### Aim of the task
Could the records below be restated word for word, without a single picture?

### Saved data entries
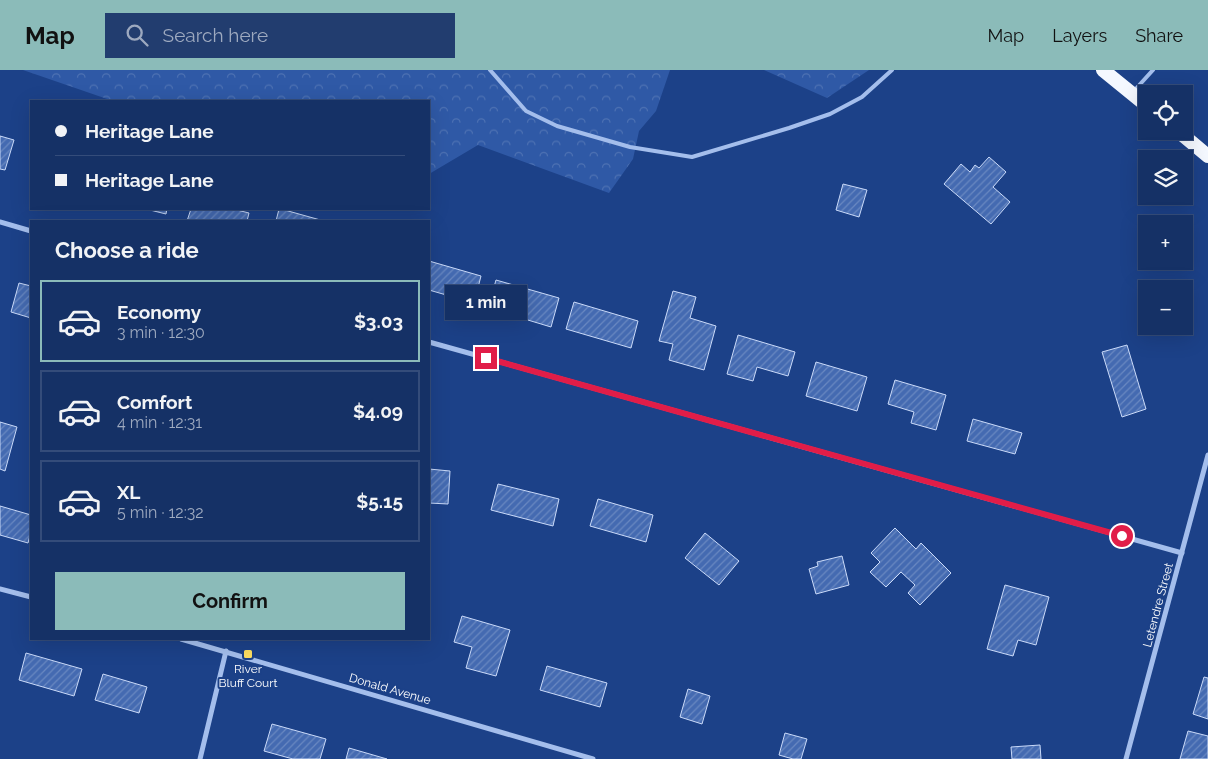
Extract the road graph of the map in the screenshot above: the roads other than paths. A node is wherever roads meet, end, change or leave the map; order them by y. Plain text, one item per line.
1 (490, 70) edge
2 (892, 70) edge
3 (1103, 70) edge
4 (1153, 70) edge
5 (1132, 93) junction
6 (1138, 98) edge
7 (1189, 140) edge
8 (1208, 156) edge
9 (0, 222) edge
10 (30, 231) edge
11 (430, 342) edge
12 (1208, 455) edge
13 (1182, 553) junction
14 (0, 589) edge
15 (30, 597) edge
16 (185, 640) edge
17 (226, 651) junction
18 (200, 759) edge
19 (593, 759) edge
20 (1126, 759) edge

1 - 2 lane
3 - 5 highway
4 - 5 lane
5 - 6 highway
7 - 8 highway
9 - 10 street
11 - 13 street
12 - 13 street, Letendre Street
13 - 20 street, Letendre Street
14 - 15 street
16 - 17 street, Donald Avenue
17 - 18 street
17 - 19 street, Donald Avenue

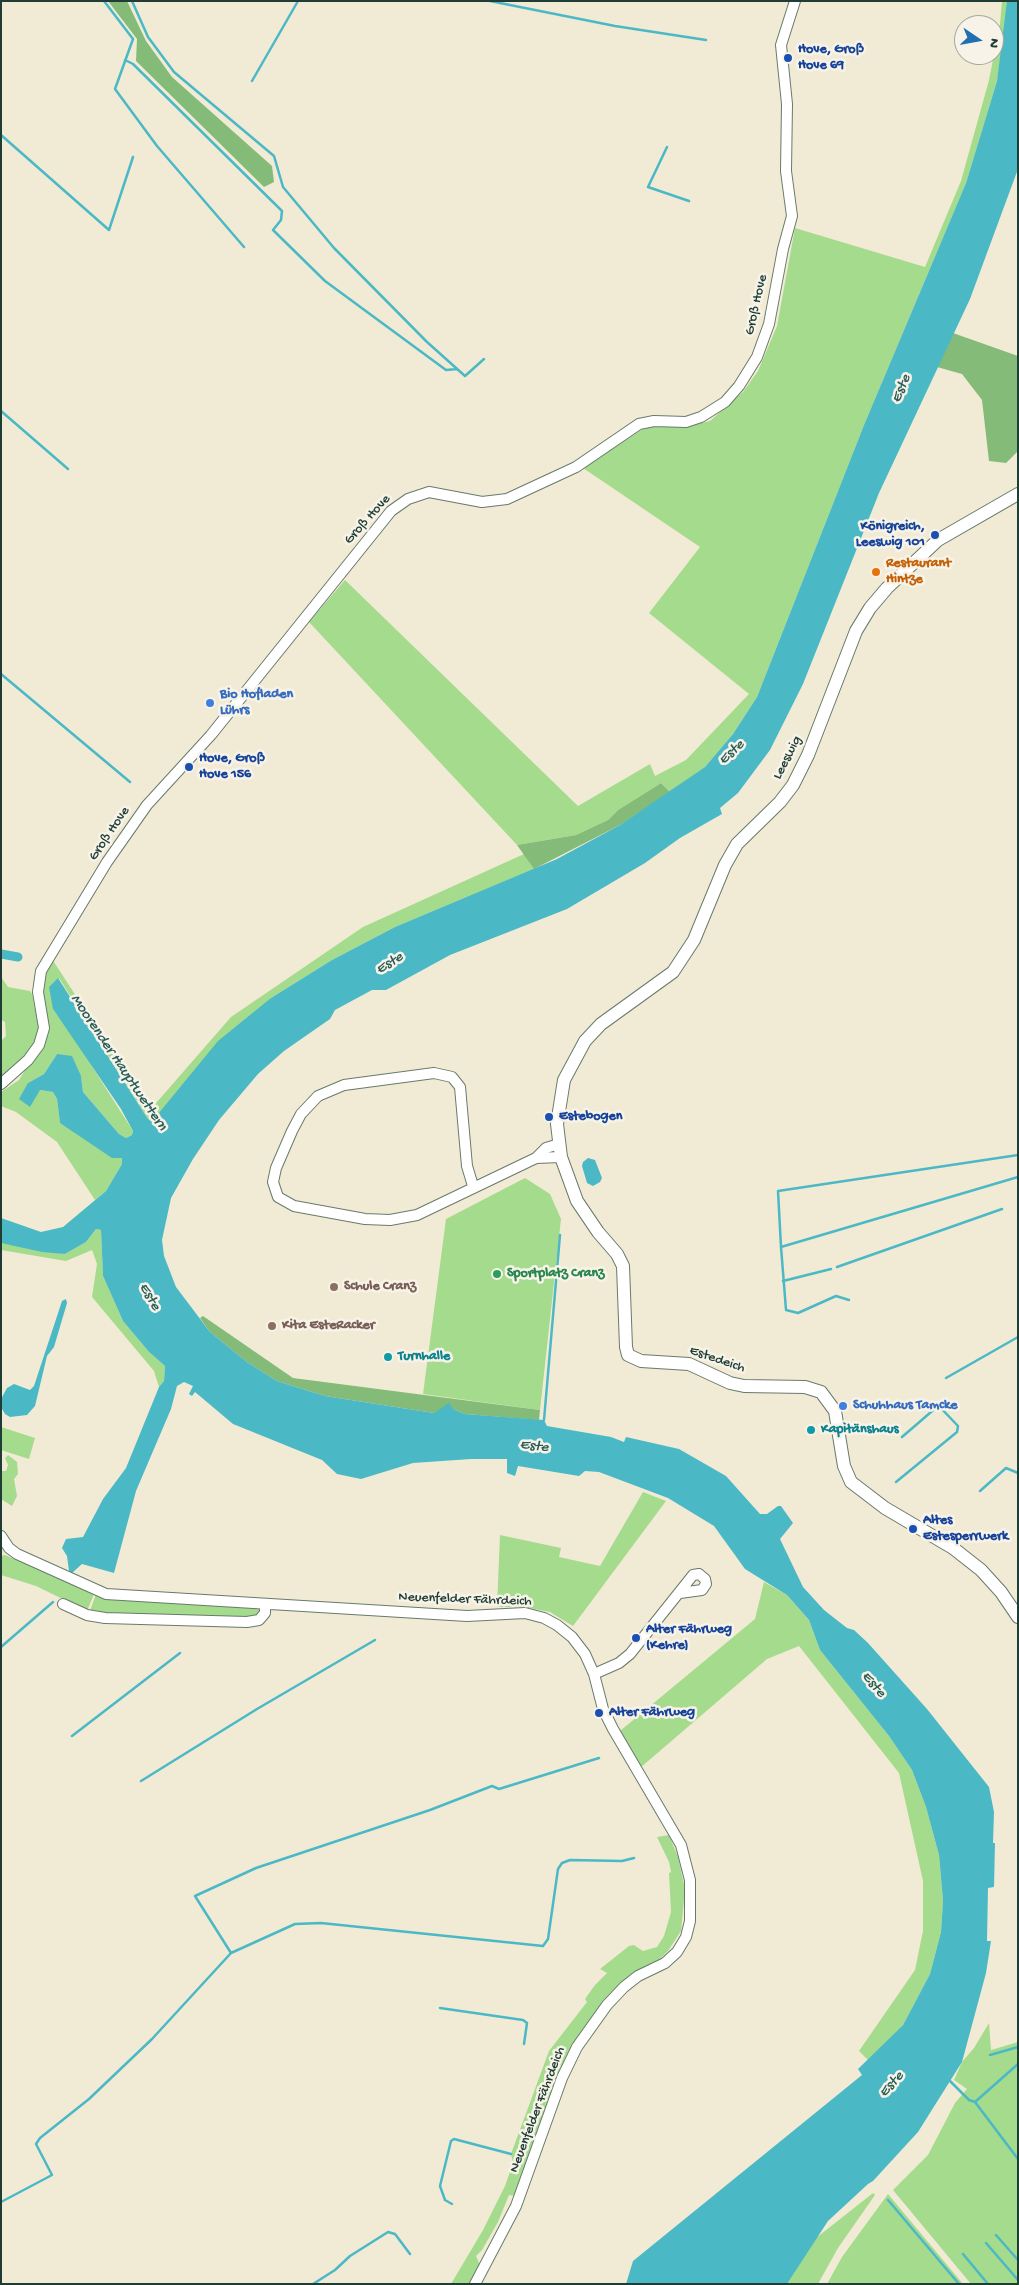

### Problem solution
Extract the road graph of the map in the screenshot above: the roads other than paths. A node is wherever roads meet, end, change or leave the map; order them by y. Plain text, one item per line.
1 (490, 70) edge
2 (892, 70) edge
3 (1103, 70) edge
4 (1153, 70) edge
5 (1132, 93) junction
6 (1138, 98) edge
7 (1189, 140) edge
8 (1208, 156) edge
9 (0, 222) edge
10 (30, 231) edge
11 (430, 342) edge
12 (1208, 455) edge
13 (1182, 553) junction
14 (0, 589) edge
15 (30, 597) edge
16 (185, 640) edge
17 (226, 651) junction
18 (200, 759) edge
19 (593, 759) edge
20 (1126, 759) edge

1 - 2 lane
3 - 5 highway
4 - 5 lane
5 - 6 highway
7 - 8 highway
9 - 10 street
11 - 13 street
12 - 13 street, Letendre Street
13 - 20 street, Letendre Street
14 - 15 street
16 - 17 street, Donald Avenue
17 - 18 street
17 - 19 street, Donald Avenue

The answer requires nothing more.